Solar canopy transforms UW parking lot into renewable energy source
The University of Washington deployed a 93 kW solar canopy system at a campus parking lot. UW partnered with Trinity Energy to install the system, which will be connected to the city of Seattle and the university’s campus electrical grids.
The solar canopy was installed at Parking Lot E18, located adjacent to the university’s athletic and campus infrastructure near the baseball stadium. Designed to integrate with future electrification infrastructure, the system can support campus EV charging and fleet operations, transforming an existing parking area into a high-value, renewable energy asset without sacrificing parking capacity. By capturing avoided utility costs and producing on-site renewable energy, the project demonstrates how large campuses can turn available real estate into energy-producing infrastructure.
“Generating solar power from a parking lot may sound modest, but the strategic value is enormous,” said Darin Leonard, president of Trinity Energy. “With the Lot E18 project at UW, we’re turning underutilized space into a clean-energy asset while building the foundation for campus-wide electrification.
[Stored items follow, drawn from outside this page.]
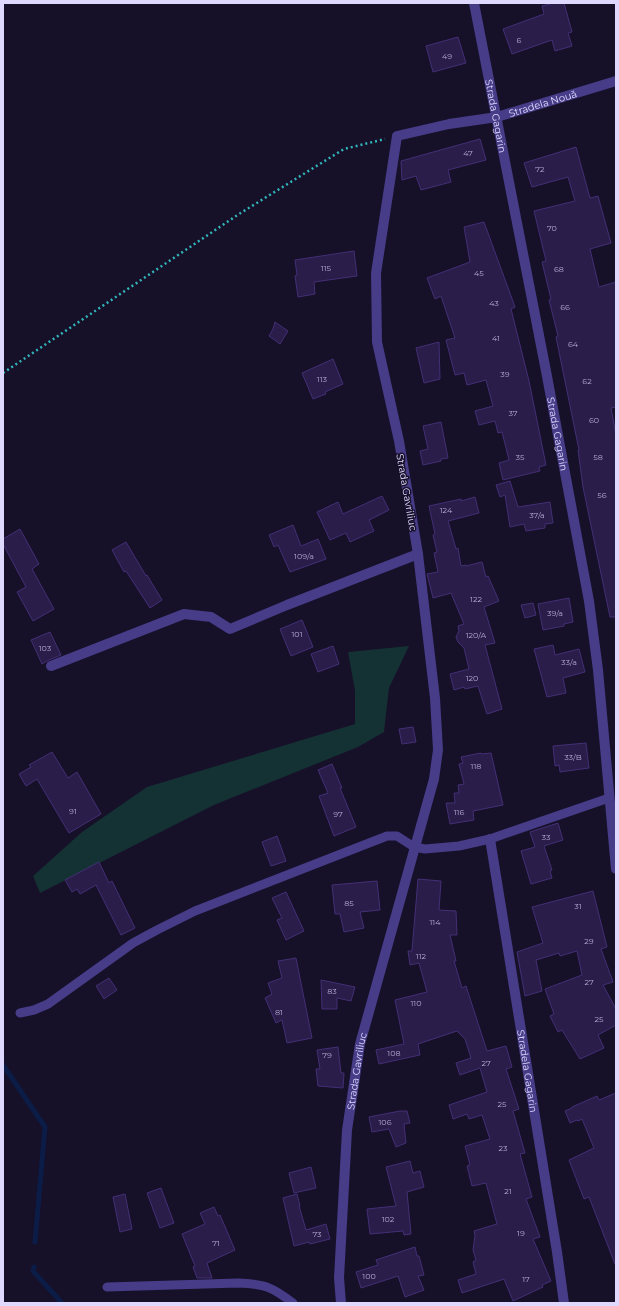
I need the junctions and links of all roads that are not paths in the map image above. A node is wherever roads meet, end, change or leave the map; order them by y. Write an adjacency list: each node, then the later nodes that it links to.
1 (474, 3): 3 (street, Strada Gagarin)
2 (616, 81): 3 (street, Stradela Nouă)
3 (497, 117): 4 (street, Stradela Nouă); 7 (street, Strada Gagarin)
4 (397, 136): 5 (street, Strada Gavriliuc)
5 (418, 554): 6 (street); 9 (street, Strada Gavriliuc)
6 (51, 666)
7 (609, 798): 8 (lane); 10 (street, Strada Gagarin)
8 (490, 839): 9 (lane); 15 (street, Stradela Gagarin)
9 (414, 846): 11 (lane); 14 (street, Strada Gavriliuc)
10 (616, 869)
11 (20, 1013)
12 (107, 1287): 13 (lane)
13 (293, 1303)
14 (341, 1303)
15 (564, 1303)

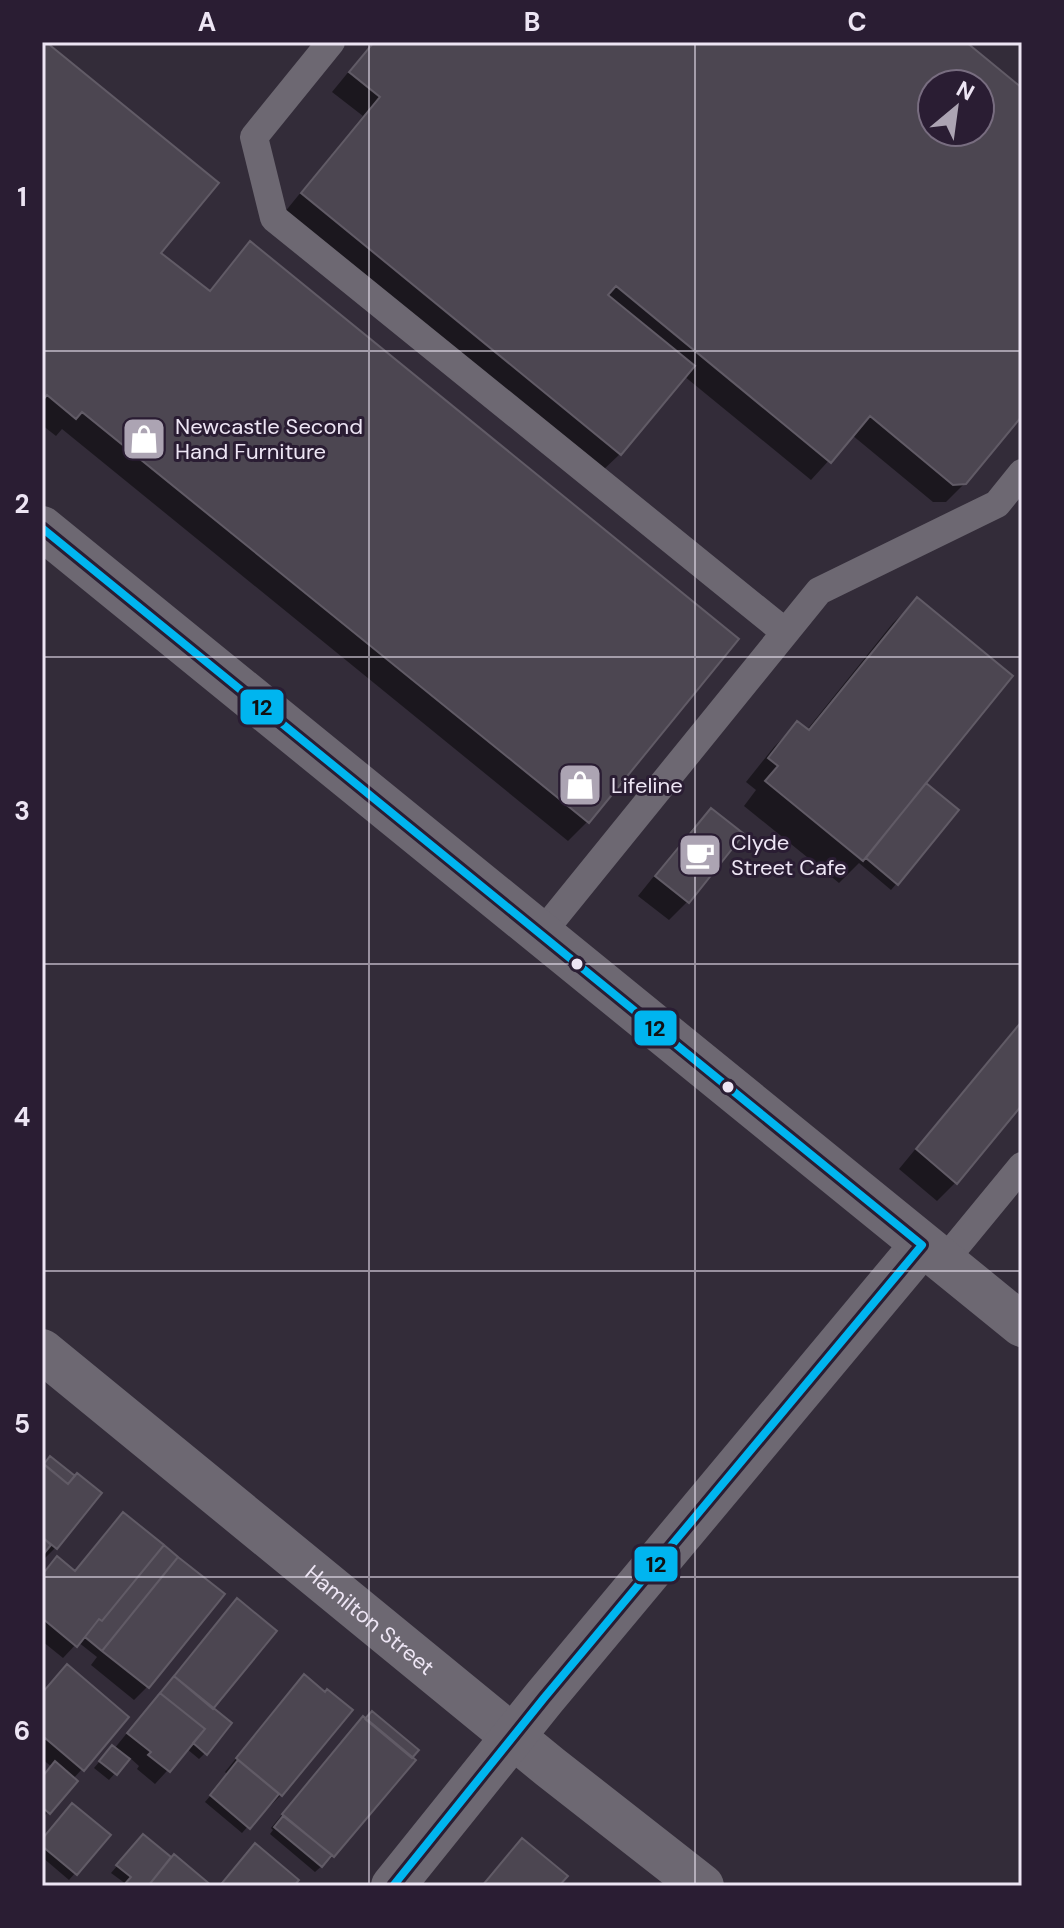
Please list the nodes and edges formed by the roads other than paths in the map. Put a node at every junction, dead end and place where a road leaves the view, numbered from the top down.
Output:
1 (331, 42) edge
2 (1022, 473) edge
3 (42, 528) edge
4 (785, 632) junction
5 (541, 934) junction
6 (1022, 1166) edge
7 (933, 1253) junction
8 (1022, 1325) edge
9 (42, 1351) edge
10 (513, 1736) junction
11 (393, 1886) edge
12 (702, 1886) edge

1 - 4 lane
2 - 4 lane
3 - 5 street
4 - 5 lane
5 - 7 street
6 - 7 lane
7 - 8 street
7 - 10 street
9 - 10 street, Hamilton Street
10 - 11 street
10 - 12 street, Hamilton Street

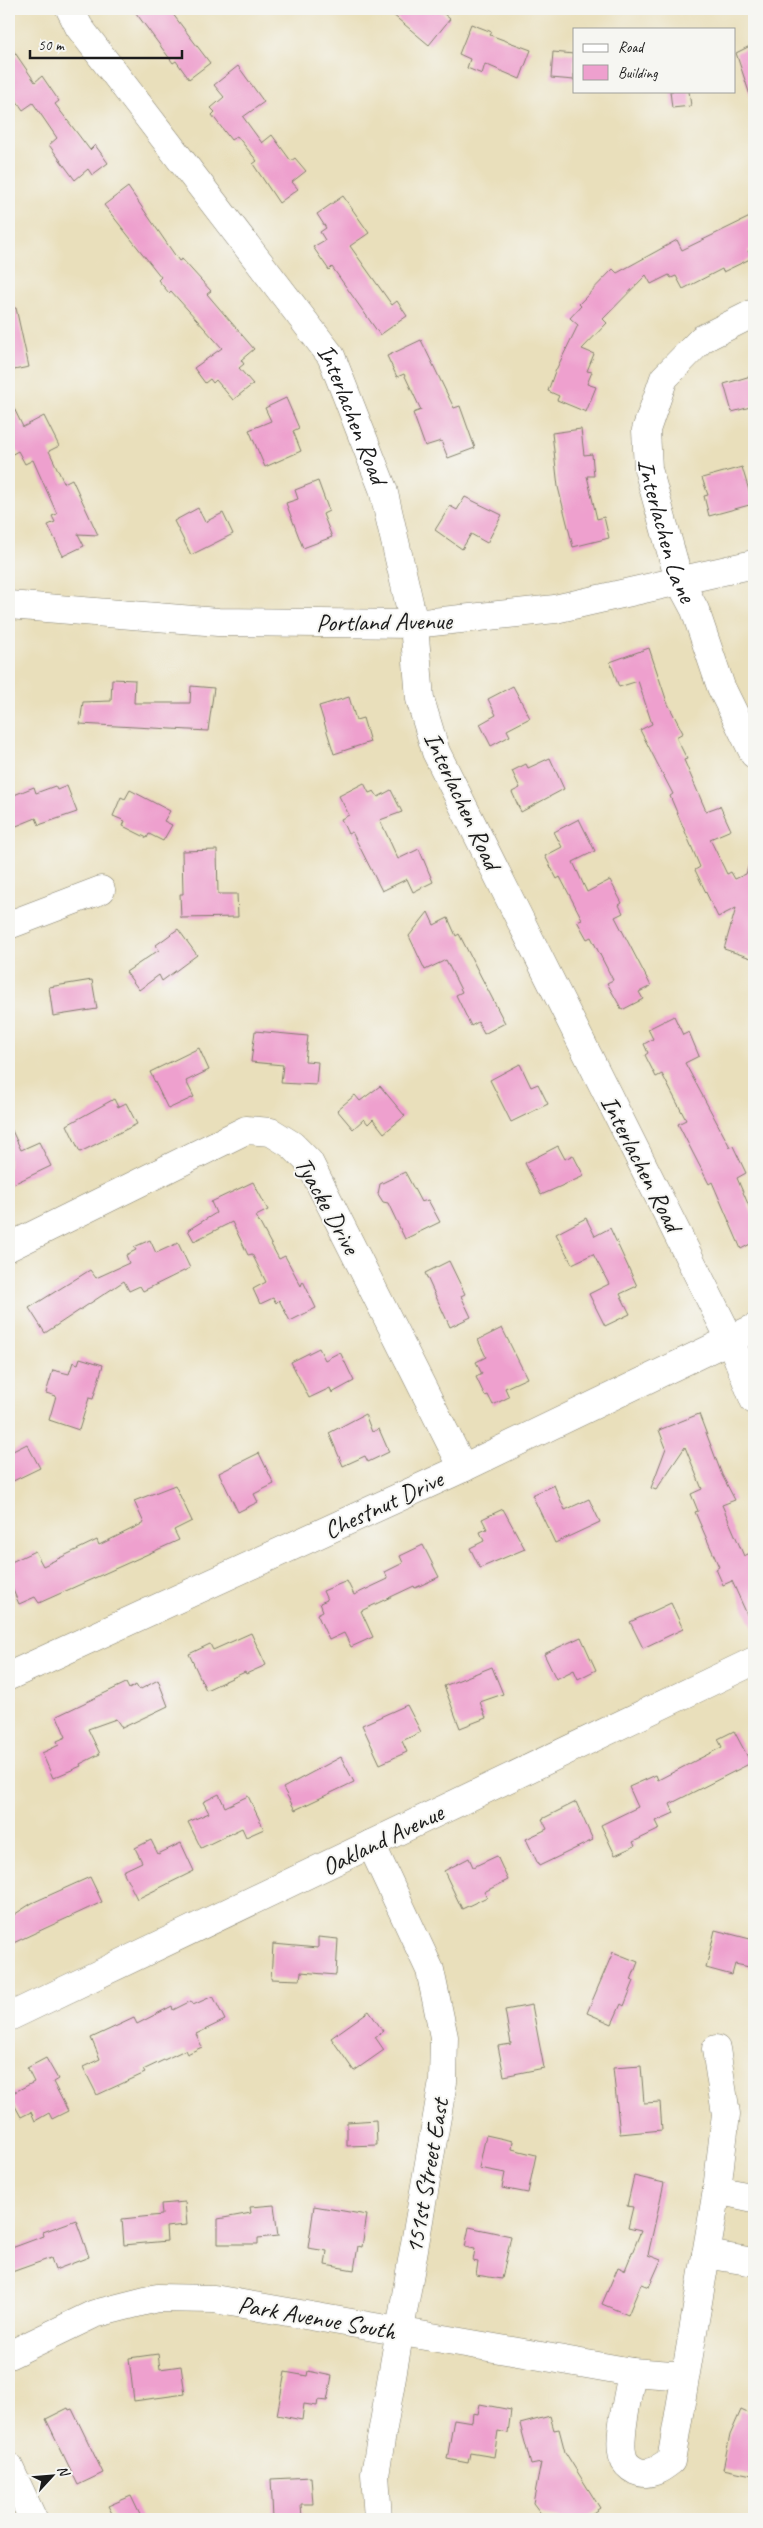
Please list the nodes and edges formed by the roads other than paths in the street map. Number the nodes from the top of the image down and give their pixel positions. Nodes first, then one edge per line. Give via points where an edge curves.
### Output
1 (70, 9) edge
2 (754, 313) edge
3 (754, 564) edge
4 (679, 580) junction
5 (9, 605) edge
6 (414, 624) junction
7 (754, 754) edge
8 (101, 890) dead end
9 (9, 925) edge
10 (9, 1247) edge
11 (754, 1328) edge
12 (730, 1340) junction
13 (754, 1400) edge
14 (462, 1468) junction
15 (754, 1661) edge
16 (9, 1676) edge
17 (371, 1844) junction
18 (9, 2017) edge
19 (716, 2050) dead end
20 (717, 2190) junction
21 (754, 2198) edge
22 (706, 2254) junction
23 (754, 2262) edge
24 (399, 2331) junction
25 (9, 2354) edge
26 (632, 2372) junction
27 (685, 2376) junction
28 (9, 2467) edge
29 (34, 2519) edge
30 (378, 2519) edge

1 - 6 street, Interlachen Road via 80,27 331,356 383,489
2 - 4 street, Interlachen Lane via 702,339 664,378 646,430 648,469
3 - 4 street, Portland Avenue
4 - 6 street, Portland Avenue via 555,609
4 - 7 street, Interlachen Lane via 695,610 721,687
5 - 6 street, Portland Avenue via 218,622
6 - 12 street, Interlachen Road via 420,698 436,752
8 - 9 street
10 - 14 street, Tyacke Drive via 246,1130 271,1132 292,1145 309,1162
11 - 12 street, Chestnut Drive
12 - 13 street
12 - 14 street, Chestnut Drive
14 - 16 street, Chestnut Drive
15 - 17 street, Oakland Avenue
17 - 18 street, Oakland Avenue
17 - 24 street, 151st Street East via 430,1970 444,2037 443,2082
19 - 20 street via 726,2114
20 - 21 street
20 - 22 street
22 - 23 street
22 - 27 street
24 - 25 street, Park Avenue South via 214,2299 157,2298 94,2314
24 - 26 street, Park Avenue South
24 - 30 street, 151st Street East via 374,2474
26 - 27 street, Park Avenue South
26 - 27 street via 622,2440 623,2458 628,2466 649,2473 671,2461
28 - 29 street

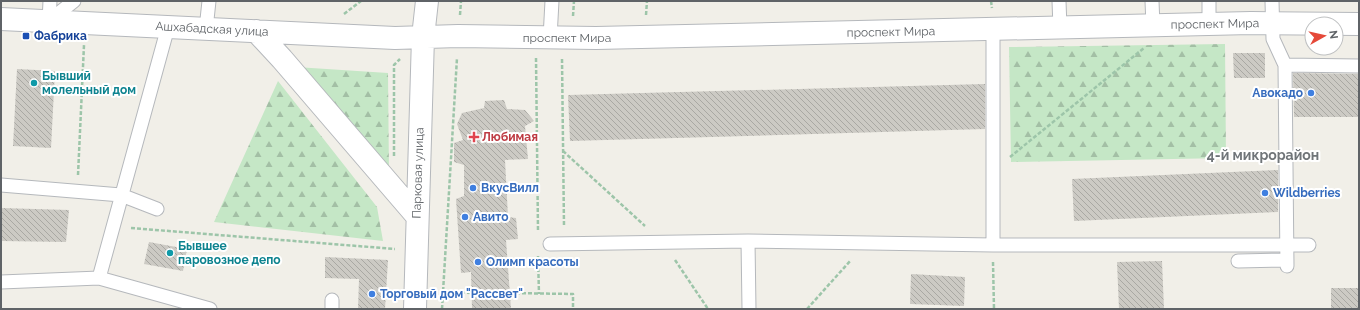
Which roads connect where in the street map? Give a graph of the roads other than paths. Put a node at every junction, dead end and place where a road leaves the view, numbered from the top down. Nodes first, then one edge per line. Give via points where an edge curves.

This is how institutions redefine energy from a cost center into a strategic advantage.”
The project underscores Trinity’s commitment to enabling institutions to generate clean energy on-site and demonstrates a scalable model for renewable infrastructure across higher-education and campus environments.
Template for future installations
The Lot E18 project represents more than a single solar installation, it serves as a template for institutional scalability. The canopy’s modular design enables replication across other campus lots or similar environments, allowing universities and organizations to expand renewable power generation without major land-use tradeoffs. Beyond its immediate carbon-reduction and cost-saving benefits, the system’s grid-tied architecture also prepares the University of Washington for future energy resilience initiatives, including microgrid development and broader electrification goals.
As institutions like UW expand their reliance on digital infrastructure, electric mobility, and research facilities, energy independence and reliability have become critical priorities. Projects such as this allow campuses to generate on-site power, reducing dependence on the broader utility grid while mitigating exposure to outages or fluctuating energy costs. By producing renewable energy where it is consumed, the university strengthens its operational resilience and gains greater control over its energy future.
Reliable on-site energy also supports a broader transition toward electrification, including fleet vehicles, building systems, and high-demand research equipment. Solar canopy installations provide a consistent, distributed source of electricity that complements grid power, ensuring uninterrupted operations while advancing sustainability goals. For Trinity Energy and its partners, these projects demonstrate how practical, scalable clean energy solutions can meet the dual demands of reliability and environmental responsibility.